Directions for this task >> Return the whole listing exactly as written.

Extracted material >>
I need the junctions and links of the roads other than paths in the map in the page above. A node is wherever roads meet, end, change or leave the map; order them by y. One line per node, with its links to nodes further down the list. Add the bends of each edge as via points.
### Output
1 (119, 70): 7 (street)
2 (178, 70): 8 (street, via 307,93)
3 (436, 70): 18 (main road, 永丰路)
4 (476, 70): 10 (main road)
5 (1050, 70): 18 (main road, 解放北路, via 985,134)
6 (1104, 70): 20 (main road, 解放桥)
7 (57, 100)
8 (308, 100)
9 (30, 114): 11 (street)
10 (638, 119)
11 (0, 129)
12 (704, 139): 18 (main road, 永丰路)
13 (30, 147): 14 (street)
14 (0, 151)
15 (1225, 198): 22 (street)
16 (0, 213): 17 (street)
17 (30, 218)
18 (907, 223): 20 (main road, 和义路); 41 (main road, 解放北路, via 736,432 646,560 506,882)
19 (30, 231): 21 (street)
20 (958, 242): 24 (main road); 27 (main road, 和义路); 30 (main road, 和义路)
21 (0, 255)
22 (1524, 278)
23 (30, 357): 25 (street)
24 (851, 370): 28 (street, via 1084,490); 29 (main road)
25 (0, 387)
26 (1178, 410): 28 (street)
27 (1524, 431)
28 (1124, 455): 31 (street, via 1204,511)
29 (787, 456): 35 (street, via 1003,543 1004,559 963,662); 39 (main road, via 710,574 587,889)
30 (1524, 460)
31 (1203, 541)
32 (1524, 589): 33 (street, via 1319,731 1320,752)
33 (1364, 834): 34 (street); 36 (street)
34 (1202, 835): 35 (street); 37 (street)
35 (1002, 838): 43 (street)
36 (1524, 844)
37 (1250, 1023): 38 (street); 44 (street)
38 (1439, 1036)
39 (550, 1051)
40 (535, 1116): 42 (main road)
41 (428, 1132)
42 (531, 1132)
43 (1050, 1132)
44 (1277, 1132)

Response box >>
I need the junctions and links of the roads other than paths in the map in the page above. A node is wherever roads meet, end, change or leave the map; order them by y. One line per node, with its links to nodes further down the list. Add the bends of each edge as via points.
### Output
1 (119, 70): 7 (street)
2 (178, 70): 8 (street, via 307,93)
3 (436, 70): 18 (main road, 永丰路)
4 (476, 70): 10 (main road)
5 (1050, 70): 18 (main road, 解放北路, via 985,134)
6 (1104, 70): 20 (main road, 解放桥)
7 (57, 100)
8 (308, 100)
9 (30, 114): 11 (street)
10 (638, 119)
11 (0, 129)
12 (704, 139): 18 (main road, 永丰路)
13 (30, 147): 14 (street)
14 (0, 151)
15 (1225, 198): 22 (street)
16 (0, 213): 17 (street)
17 (30, 218)
18 (907, 223): 20 (main road, 和义路); 41 (main road, 解放北路, via 736,432 646,560 506,882)
19 (30, 231): 21 (street)
20 (958, 242): 24 (main road); 27 (main road, 和义路); 30 (main road, 和义路)
21 (0, 255)
22 (1524, 278)
23 (30, 357): 25 (street)
24 (851, 370): 28 (street, via 1084,490); 29 (main road)
25 (0, 387)
26 (1178, 410): 28 (street)
27 (1524, 431)
28 (1124, 455): 31 (street, via 1204,511)
29 (787, 456): 35 (street, via 1003,543 1004,559 963,662); 39 (main road, via 710,574 587,889)
30 (1524, 460)
31 (1203, 541)
32 (1524, 589): 33 (street, via 1319,731 1320,752)
33 (1364, 834): 34 (street); 36 (street)
34 (1202, 835): 35 (street); 37 (street)
35 (1002, 838): 43 (street)
36 (1524, 844)
37 (1250, 1023): 38 (street); 44 (street)
38 (1439, 1036)
39 (550, 1051)
40 (535, 1116): 42 (main road)
41 (428, 1132)
42 (531, 1132)
43 (1050, 1132)
44 (1277, 1132)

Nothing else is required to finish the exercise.